3 things school leaders can do to advance ICT in their school

As I visit schools, it is obvious to me that some schools are way ahead of others in their use of technology for learning and teaching. I’m sure there are many things that contribute to that diversity, but one of the biggest, it seems to me, is the approach taken by the leadership. When I look at the schools that seem to be doing things very well, there are a number of common threads – things the leaders in those schools do, which make all the difference. I offer the follwoing three as perhaps the most important.

1. Remove frustrations

It’s amazing to me how many fantastic, game-changing tools are blocked on some school networks. I’m not saying we should remove all filters – they do help to prevent us from accidentally stumbling onto things we don’t want to see and can’t unsee. But in 2016, our filters do almost nothing to prevent students from intentionally accessing inappropriate material. Blocking content is ineffectual for four reasons: (1) Most students have smartphones with a direct connection to the internet. (2) Most students have unfiltered internet at home. (3) Any student who walks home past McDonalds has unfiltered access to the internet. (4) Students know about VPN services which bypasses our filters.

Over-strict filters just thwart our best teachers’ efforts to make learning more meaningful. Our failed attempts to keep a few miscreant students from doing the wrong thing just hampers the majority of students who want to use the internet for the right thing.

If we think for a moment that filters will protect students from anything more than inadvertent stumbling onto inappropriate content then we need to open our eyes!
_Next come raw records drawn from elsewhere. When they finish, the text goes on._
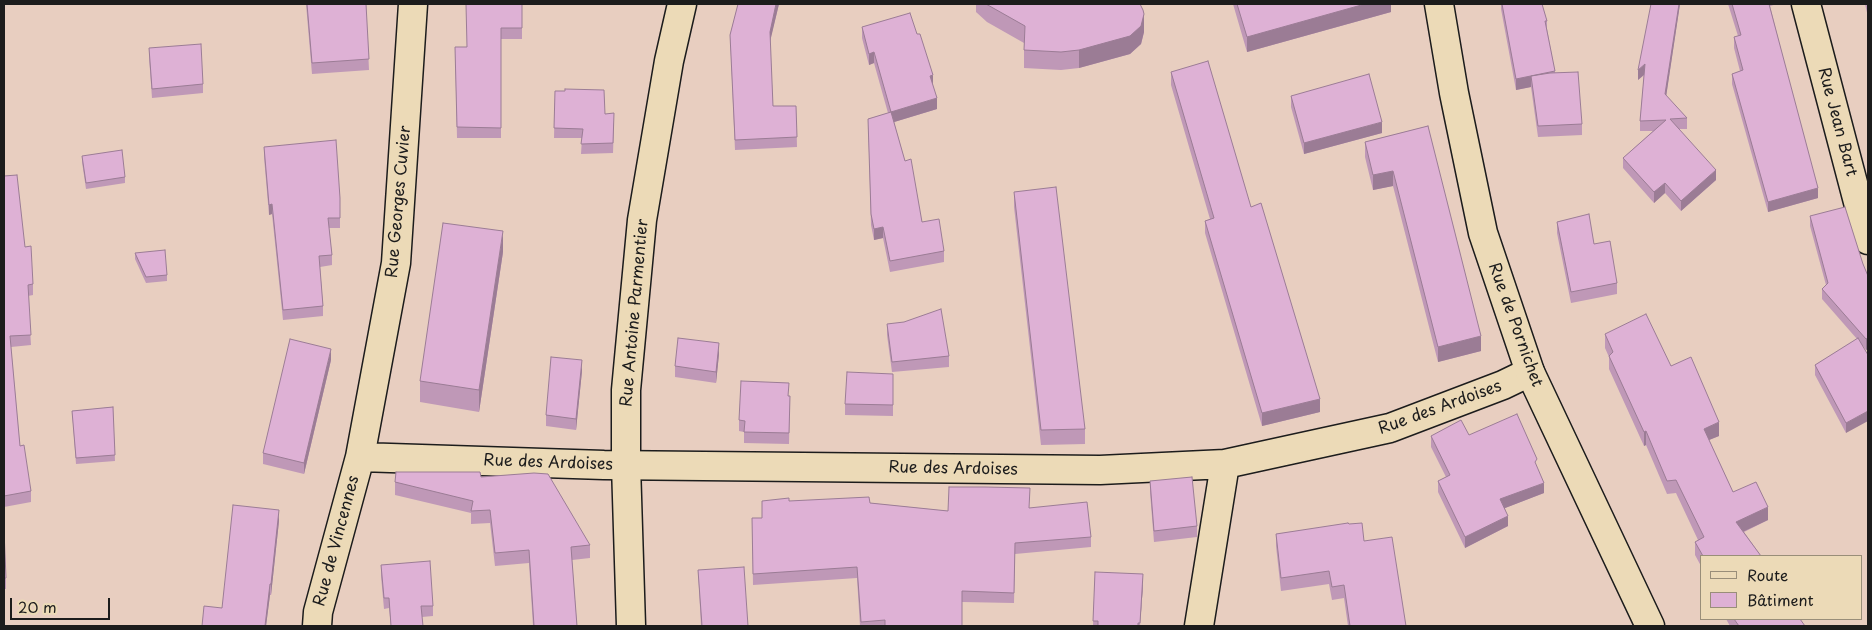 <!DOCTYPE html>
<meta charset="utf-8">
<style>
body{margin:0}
#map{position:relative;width:1872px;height:630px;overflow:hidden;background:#e8cec0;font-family:"Playpen Sans",sans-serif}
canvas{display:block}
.frame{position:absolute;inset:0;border:5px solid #1c1c1c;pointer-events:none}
.legend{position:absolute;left:1700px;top:555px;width:162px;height:65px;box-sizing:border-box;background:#ecdab7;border:1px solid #998e79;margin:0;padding:6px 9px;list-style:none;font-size:15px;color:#1c1c1c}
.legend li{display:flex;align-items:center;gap:10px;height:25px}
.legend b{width:25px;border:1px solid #998e79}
.scale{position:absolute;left:10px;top:598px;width:100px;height:22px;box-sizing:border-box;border:2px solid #1c1c1c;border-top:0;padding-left:6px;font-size:15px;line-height:18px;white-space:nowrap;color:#1c1c1c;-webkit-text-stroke:4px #ecdab7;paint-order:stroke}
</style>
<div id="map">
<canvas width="1872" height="630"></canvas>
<div class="frame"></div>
<ul class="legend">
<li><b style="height:6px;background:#ecdab7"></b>Route</li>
<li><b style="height:14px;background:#deb1d5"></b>Bâtiment</li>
</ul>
<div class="scale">20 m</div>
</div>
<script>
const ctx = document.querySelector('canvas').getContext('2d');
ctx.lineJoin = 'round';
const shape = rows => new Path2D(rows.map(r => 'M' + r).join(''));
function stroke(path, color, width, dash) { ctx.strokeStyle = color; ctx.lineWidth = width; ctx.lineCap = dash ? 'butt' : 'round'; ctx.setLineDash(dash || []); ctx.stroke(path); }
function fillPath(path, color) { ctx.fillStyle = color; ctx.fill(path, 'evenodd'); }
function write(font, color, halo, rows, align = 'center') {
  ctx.font = font + ' "Playpen Sans",sans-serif'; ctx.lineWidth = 4; ctx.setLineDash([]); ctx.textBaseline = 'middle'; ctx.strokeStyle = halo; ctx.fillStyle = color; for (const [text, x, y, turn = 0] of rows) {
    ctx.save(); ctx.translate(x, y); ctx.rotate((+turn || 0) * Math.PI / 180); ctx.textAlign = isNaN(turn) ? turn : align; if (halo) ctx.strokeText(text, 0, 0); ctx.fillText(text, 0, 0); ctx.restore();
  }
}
const minor = shape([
 [1806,4,1868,240],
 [360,457,604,465,1100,470,1225,464,1390,428,1503,385,1530,372],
 [317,626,318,612,360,457,396,263,413,4],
 [1199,626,1225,464]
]);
const major = shape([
 [1439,4,1454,93,1483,233,1530,372,1650,626],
 [631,626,626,465,626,390,642,220,669,61,682,4]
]);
stroke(minor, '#1c1c1c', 31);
stroke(major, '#1c1c1c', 31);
stroke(minor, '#ecdab7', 28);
stroke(major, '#ecdab7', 28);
fillPath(shape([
 [306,4,366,4,369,70,312,74],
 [522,4,522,39,501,39,501,138,457,138,455,47,467,47],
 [738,4,779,4,770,40,773,106,796,106,797,147,735,150,730,35],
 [976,4,1140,4,1144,32,1141,44,1130,54,1079,68,1061,70,1024,68,1024,43,987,22,976,12],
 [1233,4,1391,4,1391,12,1247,52],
 [1501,4,1542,4,1547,21,1547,29,1555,72,1582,124,1582,135,1538,137,1531,87,1516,90,1501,9],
 [1680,4,1666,96,1687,118,1687,129,1678,129,1716,180,1681,211,1665,193,1654,203,1623,168,1623,158,1653,131,1640,131,1640,121,1644,75,1638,80],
 [1728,4,1777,4,1770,6,1818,198,1768,212,1732,84,1732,74,1740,71,1734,48,1734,37,1738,36],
 [1865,4,1868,4,1868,17],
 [862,27,937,109,894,122,922,222,944,251,944,262,890,272,883,238,874,240,871,225,868,119,888,113,874,63,869,65,862,38],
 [149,48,203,84,203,93,152,98,149,57],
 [1171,72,1251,207,1320,412,1262,426,1205,233,1205,221,1210,219,1171,85],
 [555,91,605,114,614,123,613,153,581,154,582,138,554,138],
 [1291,96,1382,133,1304,154,1291,107],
 [1428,126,1481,351,1438,362,1393,186,1373,190,1365,157,1365,142],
 [264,147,340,198,340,228,329,228,332,255,332,265,320,267,323,306,323,316,283,320,272,214,269,215,264,157],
 [82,156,125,177,125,183,86,189,82,162],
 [4,176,25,247,33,284,33,295,28,296,31,345,11,347,20,446,31,491,31,502,4,507],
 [1014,192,1085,429,1085,444,1041,445,1014,207],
 [1810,216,1863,264,1868,276,1868,349,1866,350,1863,346,1846,433,1815,375,1815,365,1857,339,1822,299,1822,289,1826,285,1810,226],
 [1557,222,1594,244,1617,283,1617,294,1571,303,1557,233],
 [503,252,479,412,420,402,420,381],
 [135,253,167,275,167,281,146,283,135,259],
 [887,324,949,356,949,367,892,372,887,335],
 [1605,334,1671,366,1719,436,1709,440,1733,492,1768,520,1744,532,1761,556,1701,556,1701,566,1695,555,1695,542,1698,540,1676,493,1667,494,1646,445,1644,446,1609,369,1609,357,1605,348],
 [719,354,716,383,675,377,675,366],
 [331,360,304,474,263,464,263,453],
 [582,371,576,430,546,426,546,415],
 [893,374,893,416,845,415,845,404],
 [789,396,790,396,789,444,744,443,744,432,739,431,739,420],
 [113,407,115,461,76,464,72,411],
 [1469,435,1544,493,1505,508,1508,526,1465,548,1438,492,1438,481,1446,477,1431,447,1431,436],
 [481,477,590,545,590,558,572,560,577,626,533,626,529,563,495,566,490,523,471,524,471,513,395,495,395,482],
 [1150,481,1197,526,1197,537,1154,542,1150,492],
 [762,501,870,503,948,511,1029,508,1091,537,1091,547,1015,554,1014,603,962,602,962,626,860,626,857,578,753,585,752,518,762,518],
 [279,521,271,595,270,595,266,626,202,626,222,608],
 [1349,524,1364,541,1406,626,1348,626,1344,598,1332,600,1329,584,1281,591,1276,546,1276,534],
 [4,530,6,578,6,589,4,589],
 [381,565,433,606,433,616,422,617,423,626,391,626,389,608,384,609,381,576],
 [698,570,748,626,701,626],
 [1095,572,1143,585,1140,626,1093,626],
 [1726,619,1800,619,1805,626,1730,626]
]), '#bf98b7');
fillPath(shape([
 [776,4,779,4,770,42,770,32],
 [1365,4,1391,4,1391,12,1247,52,1247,37],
 [1679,4,1680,4,1665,104,1665,94],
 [1144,14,1144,32,1141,44,1130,54,1079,68,1079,50],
 [874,52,874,63,869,65,869,54],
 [1645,64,1645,74,1638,80,1638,70],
 [933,75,933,86,930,76],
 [1531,76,1531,87,1516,90,1516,79],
 [937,98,937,109,891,123,891,112],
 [1382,122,1382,133,1304,154,1304,143],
 [1716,170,1716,180,1681,211,1681,201],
 [1393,171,1393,186,1373,190,1373,175],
 [1665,183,1665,193,1654,203,1654,192],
 [1818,188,1818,198,1768,212,1768,202],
 [272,204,272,214,269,215,269,205],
 [883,227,883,238,874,240,874,229],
 [503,231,503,252,479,412,479,390],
 [1481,336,1481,351,1438,362,1438,347],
 [1868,338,1868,349,1866,350,1866,339],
 [719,343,719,354,716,383,716,372],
 [331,349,331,360,304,474,304,463],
 [582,360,582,371,576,430,576,419],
 [1320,399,1320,412,1262,426,1262,413],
 [1868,411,1868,421,1846,433,1846,423],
 [1719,422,1719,436,1704,442,1704,429],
 [1646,431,1646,445,1644,446,1644,432],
 [1544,483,1544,493,1500,510,1500,499],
 [1768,507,1768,520,1736,535,1736,522],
 [279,510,279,521,271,595,271,584],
 [1508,516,1508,526,1465,548,1465,537],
 [1143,574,1143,585,1140,626],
 [270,584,270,595,266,626,265,626]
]), '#9b7c95');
const building = shape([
 [307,4,366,4,369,59,312,63,307,4],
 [466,4,522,4,522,28,501,28,501,128,457,127,455,47,467,47,466,4],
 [738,4,776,4,770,32,773,106,796,106,797,137,735,140,730,35,738,4],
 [986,4,1140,4,1143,10,1144,14,1141,26,1130,36,1079,50,1061,52,1024,50,1025,26,986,4],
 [1237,4,1365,4,1247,37,1237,4],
 [1502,4,1542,4,1547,21,1545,21,1555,71,1516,79,1502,4],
 [1651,4,1679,4,1665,94,1687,118,1670,119,1716,170,1681,201,1665,183,1654,192,1623,158,1666,120,1640,121,1645,64,1638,70,1651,4],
 [1732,4,1769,4,1818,188,1768,202,1732,74,1743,70,1734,37,1741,35,1732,4],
 [910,13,917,34,920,34,933,75,930,76,937,98,891,112,874,52,869,54,862,27,910,13],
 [201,44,203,84,152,89,149,48,201,44],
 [1208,61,1251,207,1261,203,1320,399,1262,413,1205,221,1214,218,1171,72,1208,61],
 [1578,72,1582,124,1538,126,1531,76,1550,73,1578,72],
 [1369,74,1382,122,1304,143,1291,96,1369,74],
 [565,89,604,90,605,114,614,113,613,143,581,144,583,129,554,128,555,91,565,91,565,89],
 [891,112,905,161,911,159,922,222,939,219,944,251,890,261,883,227,874,229,871,214,868,119,891,112],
 [1428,126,1481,336,1438,347,1393,171,1373,175,1365,142,1428,126],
 [336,140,340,198,340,218,328,218,332,255,319,256,323,306,283,310,272,204,269,205,264,147,336,140],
 [122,150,125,177,86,183,82,156,122,150],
 [17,175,25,247,31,246,33,284,28,285,31,335,10,336,20,446,24,445,31,491,4,496,4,176,17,175],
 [1056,187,1085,429,1041,430,1014,192,1056,187],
 [1845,207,1863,264,1868,276,1868,338,1866,339,1822,289,1828,283,1810,216,1845,207],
 [1589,214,1594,244,1610,241,1617,283,1571,292,1557,222,1589,214],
 [443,223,503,231,479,390,420,381,443,223],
 [165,250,167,275,146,277,135,253,165,250],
 [941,309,949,356,892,362,887,324,904,322,941,309],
 [1646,314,1671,366,1691,357,1719,422,1704,429,1733,492,1756,482,1768,507,1736,522,1761,556,1703,556,1695,542,1704,537,1676,480,1667,481,1646,431,1644,432,1609,356,1613,352,1605,334,1646,314],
 [678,338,719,343,716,372,675,366,678,338],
 [1858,338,1868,355,1868,411,1846,423,1815,365,1858,338],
 [290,339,331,349,304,463,263,453,290,339],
 [551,357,582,360,576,419,546,415,551,357],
 [847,372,893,374,893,405,845,404,847,372],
 [741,381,789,383,788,396,790,396,789,433,744,432,745,421,739,420,741,381],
 [113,407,115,455,76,458,72,411,113,407],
 [1517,414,1537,459,1535,462,1544,483,1500,499,1508,516,1465,537,1438,481,1450,475,1431,436,1461,420,1469,435,1517,414],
 [396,472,480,472,481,477,534,473,548,474,590,545,571,547,577,626,534,626,529,550,495,553,490,510,471,511,473,501,395,482,396,472],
 [1192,477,1197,526,1154,531,1150,481,1192,477],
 [949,487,985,487,1030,488,1029,508,1087,502,1091,537,1015,543,1014,593,962,591,962,626,885,626,885,620,861,622,857,567,753,574,752,518,762,518,762,501,789,498,789,501,869,497,870,503,948,511,949,487],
 [233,505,279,510,271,584,270,584,265,626,202,626,204,606,222,608,233,505],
 [1348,523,1349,524,1362,523,1364,541,1392,537,1406,626,1350,626,1344,585,1332,587,1329,571,1281,578,1276,534,1348,523],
 [4,530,6,578,4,578,4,530],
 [430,561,433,606,421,606,423,626,391,626,389,598,384,598,381,565,430,561],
 [744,567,748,626,702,626,698,570,744,567],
 [1095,572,1143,574,1140,623,1138,623,1138,626,1098,626,1098,621,1093,621,1095,572],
 [1734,619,1800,619,1805,626,1739,626,1734,619]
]);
fillPath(building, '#deb1d5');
stroke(building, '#9b7c95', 1);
write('16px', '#1c1c1c', '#ecdab7', [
 ["Rue Jean Bart",1837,122,75],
 ["Rue Georges Cuvier",399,202,-85],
 ["Rue Antoine Parmentier",635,313,-85],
 ["Rue de Pornichet",1515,325,70],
 ["Rue des Ardoises",1440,408,-20],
 ["Rue des Ardoises",548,463,2],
 ["Rue des Ardoises",953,469,1],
 ["Rue de Vincennes",337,541,-75]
]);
</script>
If we want to protect students – really protect students – from the potential, and very real evils on the web, then we need to educate them. Blocking just invites students to an us-vs-them, cat-and-mouse game in which the cat comes off as annoying but embarassingly incompetent.

2. Ensure policies are clearly defined and well known

I meet a lot of teachers who are hesitant to use various, wonderful tools – because they are unsure about whether using such a tool is appropriate and permissible. They are not sure whether it ticks all the boxes in terms of safety, privacy and age appropriateness. Moreover they are fearful that if they use it, they might end up in hot water. No teacher ends up in hot water for being boring and staying to the path, but when a teachers starts exploring new ways to make learning exciting, more powerful and relevant to modern life, she has left the path and is cutting new paths. That comes with the fear that one is doing something that might be seen to be inappropriate. School leaders can support that teacher by making sure that school policies about the use of ICT are explicit, clear and well known by everyone in the school community. Then, teachers can confidently explore the new, within those clear boundaries. More on this here.

3. Empower the innovators

Often, as teachers gain the authority to influence and effect change in a school, their openness to change diminishes. Teachers enter the teaching profession wide-eyed and keen to try lots of different things and experiment with new pedagogies. They don’t have much power though because they are seen as “green” by older, wiser, more seasoned teachers who hold the decision-making power. I’ve seen young teachers silenced, gossiped about and even bullied because more experienced teachers took offence at these young, upstarts thinking they know a better way to do things. Eventually these new teachers learn to tone it down and conform to ‘the way things are done around here’. The most effective school leaders I have seen, identify innovators (irrespective of their seniority or experience) and invest them with the ability to influence.

Advertisement

Keeping Students Safe in a River of Content

How can we protect our students from certain kinds of information and content on the internet?  It used to be so easy to do. Ten years ago, most students’ only internet access was at school. Teachers really had complete control over what information students were exposed to, and importantly to this discussion, what information they were not exposed to.  If information were water, it was a trickling brook and it was not hard to build a weir, or divert water so that it missed our students, keeping them safe.

But carrying the same analogy forward, now, if information were water it would be a river.  Its impossible to divert water to avoid it reaching our students.  If we as teachers stand in the river, trying to divert the water to protect our students, it will just swirl around us as though we weren’t even there.  Instead we need to work with our students, and help them to safely negotiate the river of information that they are in.  “Put your foot on that rock there, be careful! there’s a deep spot there, look out for that eddy!”.

Now I am not arguing that we should stop filtering content altogether.  There are some things that we must do to try to protect students from inadvertently stumbling upon unsavory material.  But (and here is the crux of my argument) if students are going to deliberately SEEK unsavory material, the fact is, we can no longer stop them even if we try to. They have internet at home, the tech-savvy ones can often get around our filters at school, they have mobile phones with internet access.  The only way to stop students finding unsavory material is to influence them so they no longer want to deliberately SEEK it out.

At the moment, our failing attempts to protect the few ill-meaning students who deliberately seek out offensive content, are successfully frustrating the educational experience of the well-meaning majority of students.

HOW we change the attitudes of those ill-meaning students, is another (and more challenging) topic.  But in an information-rich world, the role of a teacher can no longer be “information-controller”, it must increasingly be “shaper-of-attitudes”.

Schools used to be able to choose between shaping the choices of students (“difficult”) and just blocking the content (“easy”).  I don’t think we have that choice any more, as blocking content is no longer “easy” but “nearly impossible”.